1/ “Cast in Bronze” at the Metropolitan Museum
The history of art is without end. Witness the groundbreaking exhibit at The Metropolitan Museum of Art Cast in Bronze : French Sculpture from Renaissance to Revolution. Initially inspired by the Italian Renaissance but always moving in their own directions French artists created a magnificent array of bronze works spanning more than two centuries. They are now gathered together for the first time. Curator James David Draper shares with CANAPE his thoughts about the merit of these masterworks in metal.
2/ “Shall We Kiss?” by Emmanuel Mouret
Will they or won’t they? That’s the question implicit in all romantic comedies. In Emmanuel Mouret’s Shall We Kiss? one couple on the verge of that decision takes a long look by way of a flashback to another couple to find the answer. Before fabric designer Emilie will kiss furniture restorer Gabriel she must tell him the cautionary tale of math teacher Nicolas and laboratory researcher Judith. Director-writer Emmanuel Mouret chats with CANAPE about his comedy that has been called “a mouth watering Gallic soufflé.”
3/ Bagad Saint-Nazaire
On St. Patrick’s Day everyone is Irish.
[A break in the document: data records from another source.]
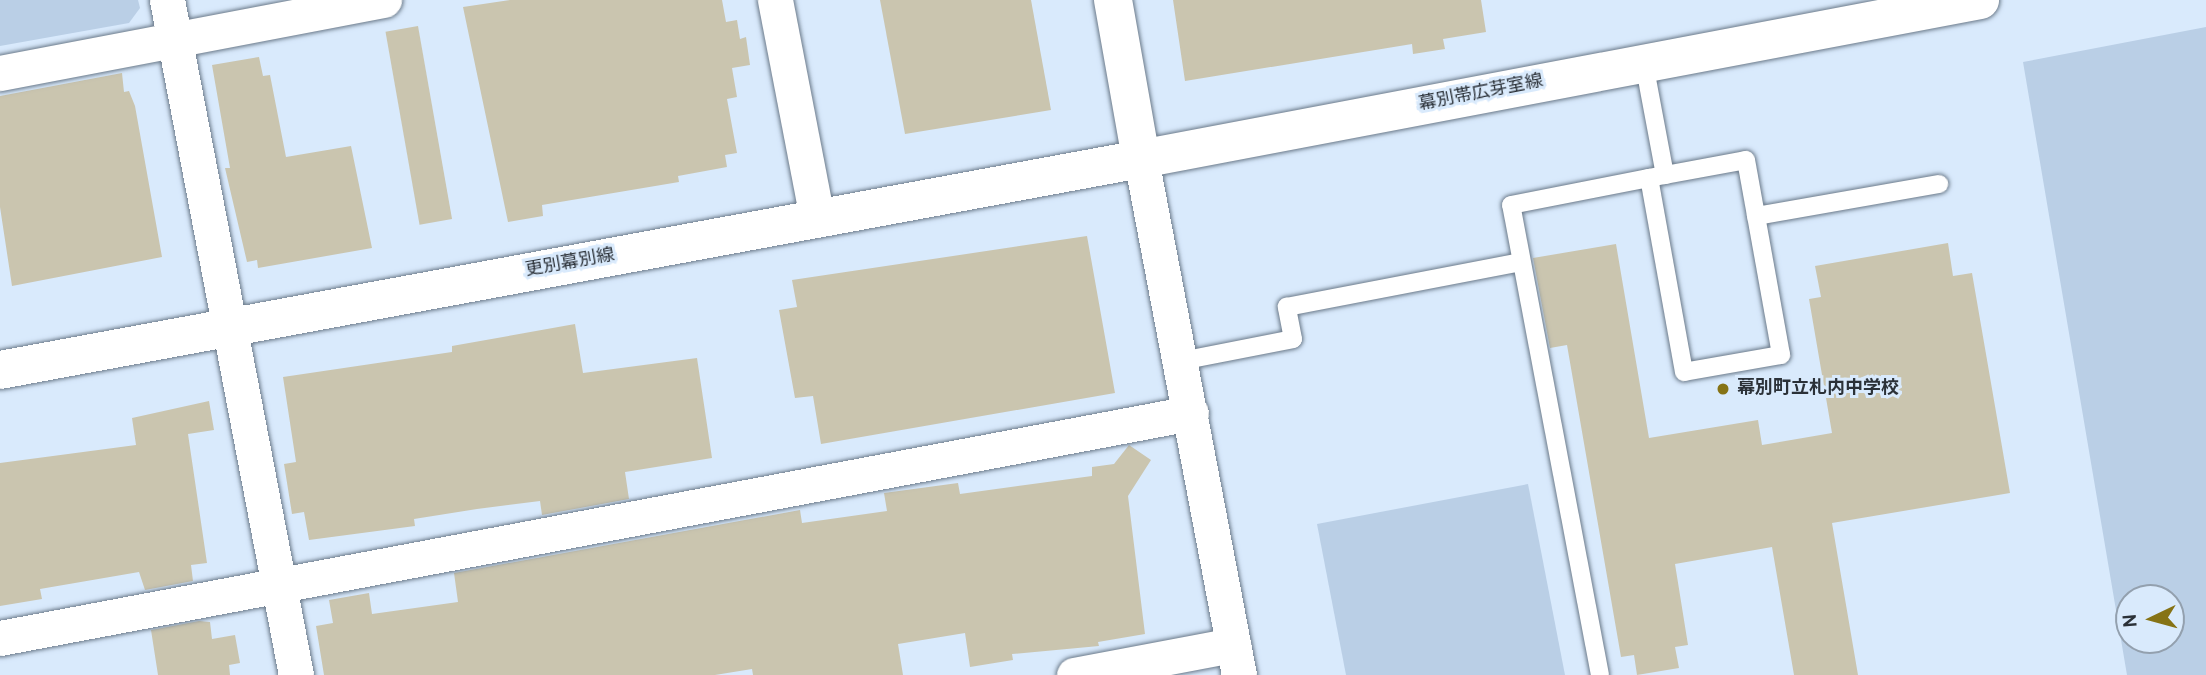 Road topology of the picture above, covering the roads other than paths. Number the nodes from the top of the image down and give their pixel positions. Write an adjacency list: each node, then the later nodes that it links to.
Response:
1 (167, 0): 7 (street)
2 (384, 0): 7 (street)
3 (775, 0): 14 (street)
4 (1113, 0): 10 (main road)
5 (1980, 0): 6 (main road, 幕別帯広芽室線)
6 (1920, 6): 8 (main road, 幕別帯広芽室線)
7 (175, 41): 9 (street); 16 (street)
8 (1644, 63): 10 (main road, 幕別帯広芽室線); 11 (lane)
9 (0, 73)
10 (1141, 159): 14 (main road, 更別幕別線); 17 (street)
11 (1657, 177): 13 (lane); 13 (lane); 15 (lane)
12 (1939, 184): 13 (lane)
13 (1756, 216)
14 (817, 218): 16 (main road, 更別幕別線)
15 (1521, 262): 17 (lane); 25 (lane)
16 (231, 327): 18 (main road, 更別幕別線); 20 (street)
17 (1181, 361): 19 (street)
18 (0, 370)
19 (1191, 413): 20 (street); 22 (street)
20 (279, 585): 21 (street); 23 (street)
21 (0, 638)
22 (1236, 660): 24 (street)
23 (296, 675)
24 (1074, 675)
25 (1600, 675) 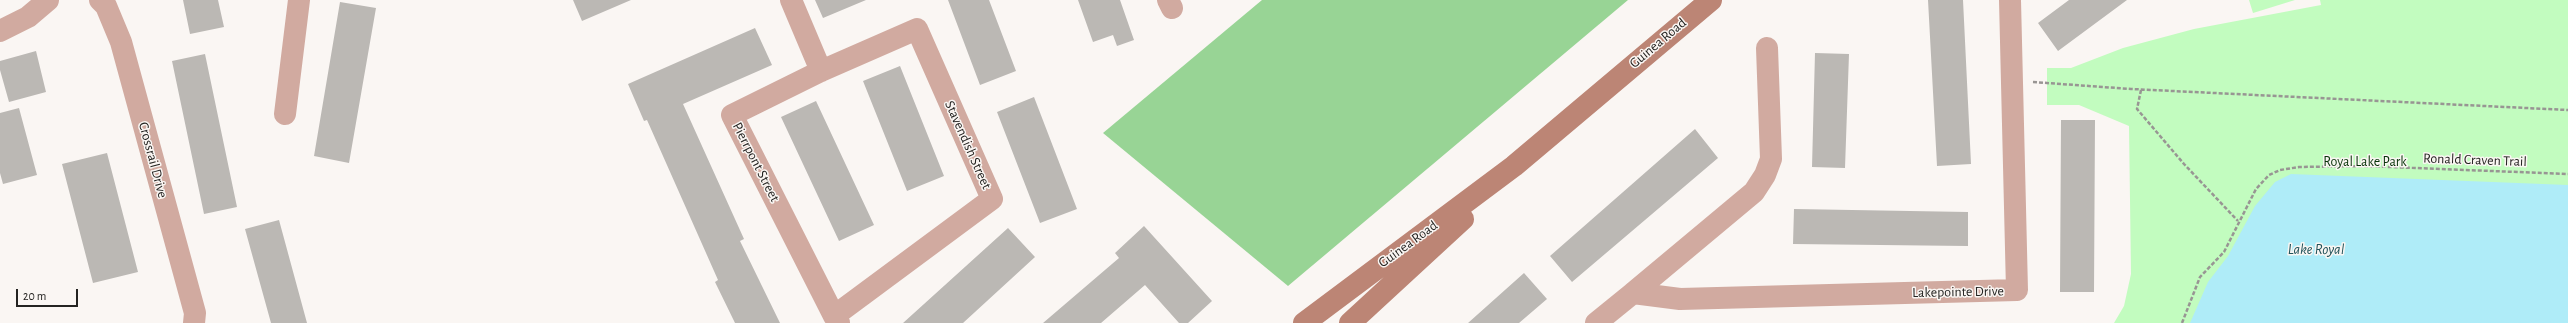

But does everyone include the French? This year the answer was found marching down Fifth Ave. Thirty musicians from Saint Nazaire in Brittany joined the Irish to celebrate their common Celtic heritage. While in la Grosse Pomme they shared their music with audiences at Symphony Space, Times Square, the Lycee Francaise and elsewhere. CANAPE investigates the musical blarney from Brittany.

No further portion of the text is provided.